Intervista a Ulrich Beck: tra società del rischio e cosmopolitismo
Abbiamo tradotto per voi un'intervista rilasciata dal sociologo tedesco alla rivista francese Philosophie Magazine, nella quale affronta l'analisi di alcuni dei suoi contributi teorici più noti
[11/06/2008]
Uno dei passaggi fondamentali della teoria della società del rischio è che "la paura crea la sua propria realtà". Che cosa significa?
Ulrich Beck Paradossalmente, la paura può creare un legame sociale attraverso una nuova forma di opinione pubblica. Prendiamo l’uragano Katrina: i reportages dedicati dai media internazionali alla Nouvelle-Orléans hanno diffuso in tutto il mondo terrore davanti alla povertà e al razzismo degli Stati Uniti.
L’Altro “escluso” è subito onnipresente e focalizza allo stesso tempo l’interesse nazionale dei paesi occidentali. I rischi globali ci costringono dunque a tenere in contro gli altri, i culturalmente altri, nelle nostre valutazioni del mondo. Ciò si ritrova nell’esempio dello tsunami nel Sud Est asiatico.
Dall’onnipresenza del rischio si genera quindi una forza di coesione sociale.
Perché il suo interesse si concentra oggi sulla “società mondiale del rischio”?
U. B. La mia teoria, esposta già nel 1986, si basa su una semplice constatazione: la produzione di ricchezza è ormai intimamente legata alla produzione dei rischi, come dimostra l’esempio dell’energia nucleare. Ciò pone un problema di giustizia sociale. Se una parte solamente della società profitta di certe ricchezze, la depredazione dell’ambiente – una nube tossica radioattiva o un mare inquinato da petrolio – colpisce tutte le classi sociali e supera ogni confine. Vent’anni fa, ragionavo ancora molto in termini nazionali. All’epoca, la mondializzazione del rischio non era ancora percettibile. Perciò ho voluto riformulare la mia teoria, identificando le diverse categorie del rischio, nuove e transnazionali: le catastrofi naturali, come il cambiamento climatico e le sue conseguenze; i grandi rischi tecnici generatisi dalle nanotecnologie o dalle tecnologie dell’informazione; e, infine, una diversa forma di rischio, il terrorismo.

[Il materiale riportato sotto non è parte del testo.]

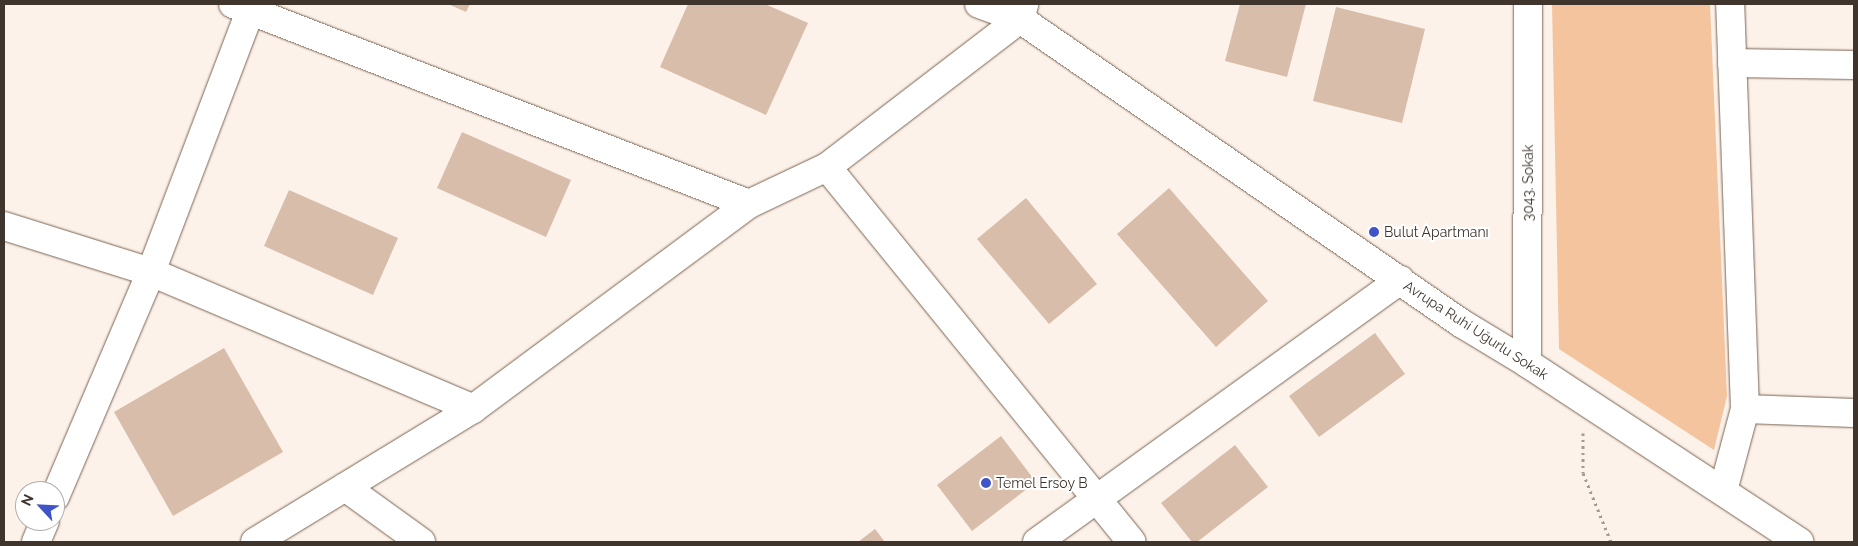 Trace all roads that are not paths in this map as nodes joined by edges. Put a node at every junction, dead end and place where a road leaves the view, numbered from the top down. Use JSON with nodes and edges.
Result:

In tutti questi casi, la questione consiste nel prevenire le conseguenze delle catastrofi, rendendo l’azione politica necessaria.
Secondo le sue teorie, siamo entrati nella «seconda modernità »…
U. B. La modernità è un movimento iniziato con il Rinascimento, che si è affermato in Europa sotto i Lumi, permettendo un rapido sviluppo delle scienze e della tecnica. La modernità è legata al successo della razionalità, ma, allo stesso tempo, al progressismo e al positivismo. Ha dato il là alla rivoluzione industriale. Poi, dopo la seconda guerra mondiale, abbiamo abbandonato l’idea del progresso e siamo entrati in una fase di incertezza profonda, sia nel dominio delle scienze con il relativismo, sia nel dominio della tecnica con l’emergere di nuove minacce, quali la bomba atomica, sia in quello dei costumi con l’indebolimento dei punti di riferimento tradizionali.
Per questo filosofi come Lyotard impiegano il termine di “postmodernità”: noi saremmo entrati nel “post”, in una fase di critica e di dubbio. Per quel che mi riguarda ho un’altra visione del mondo attuale. Credo che siamo entrati in una seconda modernità riflessiva, ossia dove il rapido sviluppo delle scienze e della tecnica prosegue, ma il suo processo di crescita non può più essere ingenuo.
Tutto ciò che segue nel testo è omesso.